INPUT DATA Start Marker

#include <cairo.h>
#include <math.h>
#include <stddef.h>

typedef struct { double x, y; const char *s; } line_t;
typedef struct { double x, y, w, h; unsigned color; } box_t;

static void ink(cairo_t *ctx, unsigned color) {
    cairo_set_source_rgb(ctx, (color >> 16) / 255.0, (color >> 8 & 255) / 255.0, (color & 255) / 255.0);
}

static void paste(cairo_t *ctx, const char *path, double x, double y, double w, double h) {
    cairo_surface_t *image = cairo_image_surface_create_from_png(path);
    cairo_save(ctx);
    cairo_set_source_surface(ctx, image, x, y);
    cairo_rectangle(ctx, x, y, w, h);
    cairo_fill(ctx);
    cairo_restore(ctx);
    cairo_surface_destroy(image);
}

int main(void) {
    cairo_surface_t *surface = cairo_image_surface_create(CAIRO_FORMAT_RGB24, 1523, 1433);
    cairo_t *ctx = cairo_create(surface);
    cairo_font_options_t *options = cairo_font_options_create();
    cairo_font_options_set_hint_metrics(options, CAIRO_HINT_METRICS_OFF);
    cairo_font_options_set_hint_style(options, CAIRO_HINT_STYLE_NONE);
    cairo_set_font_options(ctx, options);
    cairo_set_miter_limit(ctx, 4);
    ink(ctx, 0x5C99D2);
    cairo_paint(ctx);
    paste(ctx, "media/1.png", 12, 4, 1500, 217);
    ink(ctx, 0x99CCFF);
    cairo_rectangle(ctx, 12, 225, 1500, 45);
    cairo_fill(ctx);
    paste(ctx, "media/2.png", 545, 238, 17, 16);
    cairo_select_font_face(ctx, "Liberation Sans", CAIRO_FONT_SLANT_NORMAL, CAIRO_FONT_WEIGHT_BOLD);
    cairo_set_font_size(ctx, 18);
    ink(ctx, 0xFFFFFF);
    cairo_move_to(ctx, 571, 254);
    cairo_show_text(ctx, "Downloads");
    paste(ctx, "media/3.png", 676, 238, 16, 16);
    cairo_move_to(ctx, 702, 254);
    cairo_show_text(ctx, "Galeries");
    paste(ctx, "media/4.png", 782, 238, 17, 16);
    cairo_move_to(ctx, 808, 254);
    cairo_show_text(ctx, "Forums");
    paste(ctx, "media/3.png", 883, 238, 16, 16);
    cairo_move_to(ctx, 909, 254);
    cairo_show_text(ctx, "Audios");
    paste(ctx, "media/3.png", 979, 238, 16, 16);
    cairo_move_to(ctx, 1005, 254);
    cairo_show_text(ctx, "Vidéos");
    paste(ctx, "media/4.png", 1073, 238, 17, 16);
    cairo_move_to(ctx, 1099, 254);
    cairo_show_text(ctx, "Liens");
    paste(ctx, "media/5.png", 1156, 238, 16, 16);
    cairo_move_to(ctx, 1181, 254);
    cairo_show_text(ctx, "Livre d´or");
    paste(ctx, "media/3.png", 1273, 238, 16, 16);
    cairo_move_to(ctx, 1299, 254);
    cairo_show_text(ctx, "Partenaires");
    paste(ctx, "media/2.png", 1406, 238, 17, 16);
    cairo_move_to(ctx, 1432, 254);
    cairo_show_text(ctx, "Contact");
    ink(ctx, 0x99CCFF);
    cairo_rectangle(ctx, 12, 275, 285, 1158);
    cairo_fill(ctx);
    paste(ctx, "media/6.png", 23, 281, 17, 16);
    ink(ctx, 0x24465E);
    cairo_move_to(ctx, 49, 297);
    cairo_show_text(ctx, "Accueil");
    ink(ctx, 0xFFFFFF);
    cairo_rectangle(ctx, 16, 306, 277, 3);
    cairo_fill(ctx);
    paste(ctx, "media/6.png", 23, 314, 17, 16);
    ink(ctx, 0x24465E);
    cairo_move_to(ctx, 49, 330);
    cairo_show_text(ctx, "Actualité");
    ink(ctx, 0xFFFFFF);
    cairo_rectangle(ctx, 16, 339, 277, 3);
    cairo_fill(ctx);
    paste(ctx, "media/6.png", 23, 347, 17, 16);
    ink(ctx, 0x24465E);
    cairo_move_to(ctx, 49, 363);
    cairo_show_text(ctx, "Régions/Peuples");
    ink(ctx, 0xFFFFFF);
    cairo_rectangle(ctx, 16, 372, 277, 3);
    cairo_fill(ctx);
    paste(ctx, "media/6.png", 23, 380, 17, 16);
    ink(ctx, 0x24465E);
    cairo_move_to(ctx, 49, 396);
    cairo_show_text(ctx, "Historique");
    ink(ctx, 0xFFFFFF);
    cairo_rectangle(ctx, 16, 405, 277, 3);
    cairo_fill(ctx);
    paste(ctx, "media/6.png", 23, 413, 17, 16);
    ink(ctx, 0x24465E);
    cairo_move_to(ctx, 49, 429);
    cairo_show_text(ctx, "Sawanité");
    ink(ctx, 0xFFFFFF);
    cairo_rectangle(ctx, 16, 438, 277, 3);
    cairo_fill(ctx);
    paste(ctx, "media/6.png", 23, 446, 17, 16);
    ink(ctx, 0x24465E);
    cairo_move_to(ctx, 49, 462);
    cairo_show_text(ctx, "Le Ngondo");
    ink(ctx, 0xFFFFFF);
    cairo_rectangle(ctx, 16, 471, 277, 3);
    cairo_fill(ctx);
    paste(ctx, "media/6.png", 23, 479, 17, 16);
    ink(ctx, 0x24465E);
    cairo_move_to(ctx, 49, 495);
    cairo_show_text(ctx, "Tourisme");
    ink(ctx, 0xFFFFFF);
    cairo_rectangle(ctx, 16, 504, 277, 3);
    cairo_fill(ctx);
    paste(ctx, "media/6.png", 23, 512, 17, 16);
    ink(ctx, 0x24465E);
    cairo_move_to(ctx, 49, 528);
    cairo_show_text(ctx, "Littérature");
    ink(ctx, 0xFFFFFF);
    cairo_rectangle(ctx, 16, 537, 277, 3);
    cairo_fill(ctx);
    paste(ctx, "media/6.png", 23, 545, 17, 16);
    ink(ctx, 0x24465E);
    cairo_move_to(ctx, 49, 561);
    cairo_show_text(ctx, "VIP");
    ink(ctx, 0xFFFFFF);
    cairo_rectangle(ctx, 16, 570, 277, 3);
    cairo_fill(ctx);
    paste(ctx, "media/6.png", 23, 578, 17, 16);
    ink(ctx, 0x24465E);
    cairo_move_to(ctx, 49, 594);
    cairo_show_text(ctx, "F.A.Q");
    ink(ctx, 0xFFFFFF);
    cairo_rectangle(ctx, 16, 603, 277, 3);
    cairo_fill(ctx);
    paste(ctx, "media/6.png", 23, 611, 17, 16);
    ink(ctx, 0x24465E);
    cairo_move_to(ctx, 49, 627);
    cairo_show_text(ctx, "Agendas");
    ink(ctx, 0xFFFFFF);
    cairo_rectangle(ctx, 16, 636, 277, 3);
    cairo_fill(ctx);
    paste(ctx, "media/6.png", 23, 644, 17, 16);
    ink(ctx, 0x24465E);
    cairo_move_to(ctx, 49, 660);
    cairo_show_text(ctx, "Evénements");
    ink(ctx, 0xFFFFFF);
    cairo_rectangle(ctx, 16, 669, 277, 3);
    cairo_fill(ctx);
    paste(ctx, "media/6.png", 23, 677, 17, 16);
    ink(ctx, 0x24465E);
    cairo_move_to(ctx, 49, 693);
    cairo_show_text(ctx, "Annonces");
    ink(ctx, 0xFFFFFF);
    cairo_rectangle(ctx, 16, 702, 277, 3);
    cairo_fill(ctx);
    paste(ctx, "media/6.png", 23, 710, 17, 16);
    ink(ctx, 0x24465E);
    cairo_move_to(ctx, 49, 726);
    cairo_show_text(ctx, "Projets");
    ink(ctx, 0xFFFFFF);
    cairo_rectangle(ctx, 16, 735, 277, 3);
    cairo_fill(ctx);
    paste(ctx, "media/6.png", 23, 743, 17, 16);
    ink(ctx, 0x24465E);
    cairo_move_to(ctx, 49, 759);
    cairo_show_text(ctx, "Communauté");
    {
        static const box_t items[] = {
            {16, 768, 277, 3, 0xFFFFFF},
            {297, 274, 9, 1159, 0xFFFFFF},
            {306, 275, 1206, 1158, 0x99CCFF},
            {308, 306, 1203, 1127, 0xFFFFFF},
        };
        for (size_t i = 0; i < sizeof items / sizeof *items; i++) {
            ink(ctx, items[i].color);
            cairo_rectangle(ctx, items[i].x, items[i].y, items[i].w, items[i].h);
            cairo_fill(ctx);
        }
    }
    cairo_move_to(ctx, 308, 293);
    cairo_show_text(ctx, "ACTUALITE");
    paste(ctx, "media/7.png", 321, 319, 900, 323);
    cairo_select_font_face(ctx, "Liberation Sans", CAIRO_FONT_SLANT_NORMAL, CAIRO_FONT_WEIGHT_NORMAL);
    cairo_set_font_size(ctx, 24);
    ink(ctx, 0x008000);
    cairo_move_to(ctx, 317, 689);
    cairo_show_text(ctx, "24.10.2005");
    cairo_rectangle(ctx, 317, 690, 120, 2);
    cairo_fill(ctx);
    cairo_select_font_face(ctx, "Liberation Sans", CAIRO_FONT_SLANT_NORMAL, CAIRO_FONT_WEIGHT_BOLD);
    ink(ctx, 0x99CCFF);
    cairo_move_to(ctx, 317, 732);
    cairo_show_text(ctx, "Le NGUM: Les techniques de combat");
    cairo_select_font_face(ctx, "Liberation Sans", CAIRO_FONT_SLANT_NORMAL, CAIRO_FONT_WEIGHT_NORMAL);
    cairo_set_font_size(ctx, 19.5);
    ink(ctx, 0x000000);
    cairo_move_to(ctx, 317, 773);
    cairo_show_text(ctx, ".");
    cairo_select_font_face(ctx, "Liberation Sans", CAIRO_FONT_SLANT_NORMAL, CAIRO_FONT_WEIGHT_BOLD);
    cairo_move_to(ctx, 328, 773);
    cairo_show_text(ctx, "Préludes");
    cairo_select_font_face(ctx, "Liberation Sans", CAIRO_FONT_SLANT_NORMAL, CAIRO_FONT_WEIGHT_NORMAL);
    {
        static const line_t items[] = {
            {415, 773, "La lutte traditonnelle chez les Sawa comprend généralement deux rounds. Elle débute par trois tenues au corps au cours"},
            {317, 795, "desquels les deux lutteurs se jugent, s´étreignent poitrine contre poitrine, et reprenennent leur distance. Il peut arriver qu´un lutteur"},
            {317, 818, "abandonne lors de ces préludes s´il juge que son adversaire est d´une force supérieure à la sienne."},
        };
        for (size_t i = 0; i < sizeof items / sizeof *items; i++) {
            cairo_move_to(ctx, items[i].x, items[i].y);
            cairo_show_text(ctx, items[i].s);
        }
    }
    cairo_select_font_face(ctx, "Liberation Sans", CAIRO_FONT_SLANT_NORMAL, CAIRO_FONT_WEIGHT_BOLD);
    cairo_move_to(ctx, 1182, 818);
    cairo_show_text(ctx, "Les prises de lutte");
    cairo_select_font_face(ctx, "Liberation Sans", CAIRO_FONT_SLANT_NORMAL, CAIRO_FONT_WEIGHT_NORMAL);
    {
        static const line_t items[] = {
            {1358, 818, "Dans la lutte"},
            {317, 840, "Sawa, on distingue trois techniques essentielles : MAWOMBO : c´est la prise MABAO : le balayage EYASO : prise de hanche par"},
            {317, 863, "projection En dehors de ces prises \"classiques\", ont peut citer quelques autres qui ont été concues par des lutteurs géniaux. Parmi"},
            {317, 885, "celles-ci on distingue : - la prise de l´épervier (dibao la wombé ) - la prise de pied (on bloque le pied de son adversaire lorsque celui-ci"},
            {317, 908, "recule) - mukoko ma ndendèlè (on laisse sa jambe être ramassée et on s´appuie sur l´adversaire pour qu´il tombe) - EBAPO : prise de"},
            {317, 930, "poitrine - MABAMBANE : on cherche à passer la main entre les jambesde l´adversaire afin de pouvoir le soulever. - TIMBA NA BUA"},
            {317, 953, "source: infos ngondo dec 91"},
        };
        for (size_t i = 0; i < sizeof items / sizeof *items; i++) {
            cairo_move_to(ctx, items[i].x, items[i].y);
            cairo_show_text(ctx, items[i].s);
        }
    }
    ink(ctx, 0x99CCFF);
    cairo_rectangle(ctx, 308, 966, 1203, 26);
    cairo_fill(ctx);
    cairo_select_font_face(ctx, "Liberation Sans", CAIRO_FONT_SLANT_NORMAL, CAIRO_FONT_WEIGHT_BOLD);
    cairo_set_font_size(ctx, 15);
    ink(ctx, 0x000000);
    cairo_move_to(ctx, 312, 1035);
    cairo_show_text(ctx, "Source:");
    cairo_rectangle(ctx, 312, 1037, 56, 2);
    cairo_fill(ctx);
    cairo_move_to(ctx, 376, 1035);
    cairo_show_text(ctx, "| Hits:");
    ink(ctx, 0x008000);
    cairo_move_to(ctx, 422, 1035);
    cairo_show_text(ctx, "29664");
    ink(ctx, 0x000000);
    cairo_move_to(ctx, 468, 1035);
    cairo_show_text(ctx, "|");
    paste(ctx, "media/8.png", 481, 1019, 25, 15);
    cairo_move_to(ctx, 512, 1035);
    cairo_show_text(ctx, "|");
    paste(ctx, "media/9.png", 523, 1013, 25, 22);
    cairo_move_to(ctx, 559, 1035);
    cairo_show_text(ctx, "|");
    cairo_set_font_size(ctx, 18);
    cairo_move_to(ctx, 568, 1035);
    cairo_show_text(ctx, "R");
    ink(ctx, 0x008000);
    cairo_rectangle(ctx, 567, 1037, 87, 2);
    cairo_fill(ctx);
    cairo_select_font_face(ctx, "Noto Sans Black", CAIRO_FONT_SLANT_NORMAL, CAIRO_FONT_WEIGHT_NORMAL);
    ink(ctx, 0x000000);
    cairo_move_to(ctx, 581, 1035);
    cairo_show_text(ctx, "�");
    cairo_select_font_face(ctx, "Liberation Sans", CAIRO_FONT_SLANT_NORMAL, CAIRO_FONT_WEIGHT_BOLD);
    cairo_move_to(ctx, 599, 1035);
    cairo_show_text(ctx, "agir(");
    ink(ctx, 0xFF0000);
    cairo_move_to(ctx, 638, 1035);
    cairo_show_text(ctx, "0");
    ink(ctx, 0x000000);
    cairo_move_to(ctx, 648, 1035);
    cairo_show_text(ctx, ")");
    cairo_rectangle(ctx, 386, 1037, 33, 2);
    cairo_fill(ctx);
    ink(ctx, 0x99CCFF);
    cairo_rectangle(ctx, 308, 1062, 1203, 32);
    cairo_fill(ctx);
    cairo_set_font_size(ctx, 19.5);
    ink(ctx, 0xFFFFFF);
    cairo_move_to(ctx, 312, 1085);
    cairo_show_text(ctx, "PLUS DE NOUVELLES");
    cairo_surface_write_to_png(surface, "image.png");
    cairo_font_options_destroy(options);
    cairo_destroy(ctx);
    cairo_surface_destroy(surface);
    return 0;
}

INPUT DATA End Marker

TASK STATEMENT: Show all lines in the entries above where the word "main" appears.

SOLUTION TO THE EXERCISE:
int main(void) {
            {317, 930, "poitrine - MABAMBANE : on cherche à passer la main entre les jambesde l´adversaire afin de pouvoir le soulever. - TIMBA NA BUA"},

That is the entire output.